### TRY IT
Set down the full listing that follows, word for word.

### RECORDS TO USE
▬▬▬▬▬▬

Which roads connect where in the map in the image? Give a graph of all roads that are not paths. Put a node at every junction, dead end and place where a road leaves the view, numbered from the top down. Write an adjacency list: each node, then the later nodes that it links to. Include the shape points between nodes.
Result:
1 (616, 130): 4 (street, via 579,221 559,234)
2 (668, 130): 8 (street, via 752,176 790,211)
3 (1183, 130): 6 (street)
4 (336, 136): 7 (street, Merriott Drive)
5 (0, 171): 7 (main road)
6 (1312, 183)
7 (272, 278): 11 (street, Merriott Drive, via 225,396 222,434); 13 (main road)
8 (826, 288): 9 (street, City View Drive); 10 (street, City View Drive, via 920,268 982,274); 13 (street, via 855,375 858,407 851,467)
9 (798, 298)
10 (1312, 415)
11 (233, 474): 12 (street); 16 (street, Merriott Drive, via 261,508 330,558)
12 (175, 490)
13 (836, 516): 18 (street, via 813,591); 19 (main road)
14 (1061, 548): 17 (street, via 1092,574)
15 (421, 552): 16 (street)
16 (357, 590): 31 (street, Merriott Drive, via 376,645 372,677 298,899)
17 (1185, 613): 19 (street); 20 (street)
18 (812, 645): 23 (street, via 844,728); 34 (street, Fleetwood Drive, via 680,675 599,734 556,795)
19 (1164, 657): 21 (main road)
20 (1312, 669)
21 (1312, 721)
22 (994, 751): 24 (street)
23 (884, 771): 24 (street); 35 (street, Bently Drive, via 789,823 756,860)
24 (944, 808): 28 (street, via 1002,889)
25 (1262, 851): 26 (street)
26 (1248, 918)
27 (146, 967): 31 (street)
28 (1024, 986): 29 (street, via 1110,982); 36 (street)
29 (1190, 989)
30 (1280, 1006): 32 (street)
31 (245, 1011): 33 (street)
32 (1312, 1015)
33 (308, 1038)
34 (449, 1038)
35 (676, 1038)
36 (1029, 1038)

▬▬▬▬▬▬

### YOUR SOLUTION
Which roads connect where in the map in the image? Give a graph of all roads that are not paths. Put a node at every junction, dead end and place where a road leaves the view, numbered from the top down. Write an adjacency list: each node, then the later nodes that it links to. Include the shape points between nodes.
Result:
1 (616, 130): 4 (street, via 579,221 559,234)
2 (668, 130): 8 (street, via 752,176 790,211)
3 (1183, 130): 6 (street)
4 (336, 136): 7 (street, Merriott Drive)
5 (0, 171): 7 (main road)
6 (1312, 183)
7 (272, 278): 11 (street, Merriott Drive, via 225,396 222,434); 13 (main road)
8 (826, 288): 9 (street, City View Drive); 10 (street, City View Drive, via 920,268 982,274); 13 (street, via 855,375 858,407 851,467)
9 (798, 298)
10 (1312, 415)
11 (233, 474): 12 (street); 16 (street, Merriott Drive, via 261,508 330,558)
12 (175, 490)
13 (836, 516): 18 (street, via 813,591); 19 (main road)
14 (1061, 548): 17 (street, via 1092,574)
15 (421, 552): 16 (street)
16 (357, 590): 31 (street, Merriott Drive, via 376,645 372,677 298,899)
17 (1185, 613): 19 (street); 20 (street)
18 (812, 645): 23 (street, via 844,728); 34 (street, Fleetwood Drive, via 680,675 599,734 556,795)
19 (1164, 657): 21 (main road)
20 (1312, 669)
21 (1312, 721)
22 (994, 751): 24 (street)
23 (884, 771): 24 (street); 35 (street, Bently Drive, via 789,823 756,860)
24 (944, 808): 28 (street, via 1002,889)
25 (1262, 851): 26 (street)
26 (1248, 918)
27 (146, 967): 31 (street)
28 (1024, 986): 29 (street, via 1110,982); 36 (street)
29 (1190, 989)
30 (1280, 1006): 32 (street)
31 (245, 1011): 33 (street)
32 (1312, 1015)
33 (308, 1038)
34 (449, 1038)
35 (676, 1038)
36 (1029, 1038)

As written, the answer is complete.